Sign the certificate? [y/n]:y

1 out of 1 certificate requests certified, commit? [y/n]y
Write out database with 1 new entries
Data Base Updated

O certificado foi salvo no arquivo certs/abrantes.filho.at.exemplo.com.br.crt e uma cópia foi armazenada no diretório newcerts.

Para verificar as informações do novo certificado (output omitido):

openssl x509 -noout -text -in certs/abrantes.filho.at.exemplo.com.br.crt

Para verificar se o certificado está válido, vamos verificá-lo contra a cadeia de certificação:

openssl verify -CAfile certs/ca-chain.crt certs/abrantes.filho.at.exemplo.com.br.crt
certs/abrantes.filho.at.exemplo.com.br.crt: OK

Como tudo está pronto, precisamos enviar a chave, o certificado e a cadeia de certificação para o usuário, e a cadeia de certificação para o servidor.

Você terá também que configurar sua aplicação/servidor para utilizar a cadeia de certificação para validar os certificados que os usuários apresentam ao tentar acessar o serviço/servidor. Para isso consulte a documentação específica de seu software. Em geral você sempre fará o seguinte:

  • enviar o certificado do usuário para o usuário (com a extensão crt)
  • enviar a chave privada do certificado para o usuário (com a extensão key)
  • enviar a a cadeia de certificação (arquivo ca-chain.crt) para o usuário
  • enviar a cadeia de certificação para o sevidor

8) Finalizando:

Lembre-se que o maior desafio de manter sua própria CA é manter a segurança da Root CA e da Sub CA. Idealmente a Root CA deve ficar em um computador totalmente offline, sendo usada somente para gerar a Sub CA e as listas de revogação de certificados das Sub CA, quando necessário.

Nossa CA já está pronta e configurada para emitir certificados de servidor e de usuários/clientes para nosso uso pessoal ou empresarial, de maneira simples e rápida. Comece a gerar os certificados de que necessita e mão à obra!
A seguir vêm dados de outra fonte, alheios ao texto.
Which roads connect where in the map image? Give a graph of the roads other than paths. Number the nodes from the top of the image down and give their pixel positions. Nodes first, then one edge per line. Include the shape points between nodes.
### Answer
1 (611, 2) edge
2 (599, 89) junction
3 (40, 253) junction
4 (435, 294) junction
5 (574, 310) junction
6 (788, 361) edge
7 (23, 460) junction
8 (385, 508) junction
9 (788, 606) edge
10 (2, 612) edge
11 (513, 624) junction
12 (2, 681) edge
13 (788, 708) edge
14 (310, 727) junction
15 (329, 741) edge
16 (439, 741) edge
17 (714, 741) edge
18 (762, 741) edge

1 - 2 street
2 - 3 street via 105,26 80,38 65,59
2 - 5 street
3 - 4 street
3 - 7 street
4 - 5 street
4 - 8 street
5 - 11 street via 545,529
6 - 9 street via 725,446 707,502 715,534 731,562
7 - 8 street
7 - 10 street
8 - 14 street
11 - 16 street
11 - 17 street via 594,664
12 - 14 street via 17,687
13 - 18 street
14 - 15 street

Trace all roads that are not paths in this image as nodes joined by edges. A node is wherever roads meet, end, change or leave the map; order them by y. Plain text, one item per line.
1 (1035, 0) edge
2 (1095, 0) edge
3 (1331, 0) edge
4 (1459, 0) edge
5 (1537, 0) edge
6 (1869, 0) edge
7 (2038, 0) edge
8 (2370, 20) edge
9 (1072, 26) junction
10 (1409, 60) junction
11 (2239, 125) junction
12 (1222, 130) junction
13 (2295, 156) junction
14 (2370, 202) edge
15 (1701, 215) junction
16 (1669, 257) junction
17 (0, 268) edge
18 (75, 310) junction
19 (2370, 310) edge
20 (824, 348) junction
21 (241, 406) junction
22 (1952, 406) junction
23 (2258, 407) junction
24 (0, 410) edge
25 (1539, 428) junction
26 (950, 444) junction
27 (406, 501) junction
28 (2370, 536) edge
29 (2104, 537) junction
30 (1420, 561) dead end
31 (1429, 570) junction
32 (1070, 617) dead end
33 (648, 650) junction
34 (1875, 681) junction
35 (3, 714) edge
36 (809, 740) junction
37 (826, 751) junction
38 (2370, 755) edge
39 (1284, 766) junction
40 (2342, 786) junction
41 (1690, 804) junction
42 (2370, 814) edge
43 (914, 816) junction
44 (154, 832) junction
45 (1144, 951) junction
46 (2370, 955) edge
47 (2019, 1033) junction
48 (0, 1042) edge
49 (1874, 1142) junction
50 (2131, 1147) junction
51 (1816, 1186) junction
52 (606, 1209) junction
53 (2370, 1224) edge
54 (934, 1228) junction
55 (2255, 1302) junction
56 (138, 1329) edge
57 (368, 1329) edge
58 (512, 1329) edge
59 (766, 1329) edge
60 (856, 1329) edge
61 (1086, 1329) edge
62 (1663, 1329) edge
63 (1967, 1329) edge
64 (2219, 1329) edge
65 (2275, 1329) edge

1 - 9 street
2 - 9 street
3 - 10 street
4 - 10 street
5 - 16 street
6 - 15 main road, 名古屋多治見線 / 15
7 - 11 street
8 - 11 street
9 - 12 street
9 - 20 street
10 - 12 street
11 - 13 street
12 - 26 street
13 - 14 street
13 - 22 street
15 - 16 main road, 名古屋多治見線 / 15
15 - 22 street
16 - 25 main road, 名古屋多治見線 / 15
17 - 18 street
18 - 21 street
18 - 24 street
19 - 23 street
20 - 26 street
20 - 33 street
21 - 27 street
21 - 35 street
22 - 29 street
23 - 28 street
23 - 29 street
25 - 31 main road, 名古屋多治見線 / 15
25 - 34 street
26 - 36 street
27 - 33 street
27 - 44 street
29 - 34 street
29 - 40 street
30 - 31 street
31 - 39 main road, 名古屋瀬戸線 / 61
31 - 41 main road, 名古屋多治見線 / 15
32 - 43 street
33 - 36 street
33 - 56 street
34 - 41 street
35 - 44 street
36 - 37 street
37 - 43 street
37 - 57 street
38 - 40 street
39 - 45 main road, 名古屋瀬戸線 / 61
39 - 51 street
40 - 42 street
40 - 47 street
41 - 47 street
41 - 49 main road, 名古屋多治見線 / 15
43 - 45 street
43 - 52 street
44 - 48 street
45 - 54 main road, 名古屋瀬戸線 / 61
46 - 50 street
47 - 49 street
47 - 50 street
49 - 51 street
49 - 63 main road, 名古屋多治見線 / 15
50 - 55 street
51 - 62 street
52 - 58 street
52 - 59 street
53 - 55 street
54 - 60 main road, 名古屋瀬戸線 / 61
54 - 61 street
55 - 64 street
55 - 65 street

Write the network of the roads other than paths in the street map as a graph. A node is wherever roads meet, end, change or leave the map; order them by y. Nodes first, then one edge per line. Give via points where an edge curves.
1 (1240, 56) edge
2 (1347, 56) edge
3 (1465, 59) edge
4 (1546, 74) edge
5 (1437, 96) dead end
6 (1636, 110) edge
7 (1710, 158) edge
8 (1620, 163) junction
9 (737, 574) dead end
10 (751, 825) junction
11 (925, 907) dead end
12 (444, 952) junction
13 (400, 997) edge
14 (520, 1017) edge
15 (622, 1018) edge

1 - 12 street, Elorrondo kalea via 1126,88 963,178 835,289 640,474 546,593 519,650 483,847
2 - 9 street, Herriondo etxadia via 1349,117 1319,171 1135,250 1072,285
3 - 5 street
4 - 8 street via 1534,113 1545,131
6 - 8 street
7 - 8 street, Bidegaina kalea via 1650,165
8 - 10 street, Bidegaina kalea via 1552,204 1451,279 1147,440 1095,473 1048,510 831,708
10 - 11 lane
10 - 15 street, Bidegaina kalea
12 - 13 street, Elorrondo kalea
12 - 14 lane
Só um último aviso: à medida que você gera e emite certificados, alguns serão perdidos, senhas serão esquecidas ou o prazo de validade expirará. Nesses casos você precisa revogar o certificado e emitir um novo. O processo de revogação de certificados, bem como a geração da CRL (Lista de Certificados Revogados) será mostrado na parte 2 deste texto. Até lá!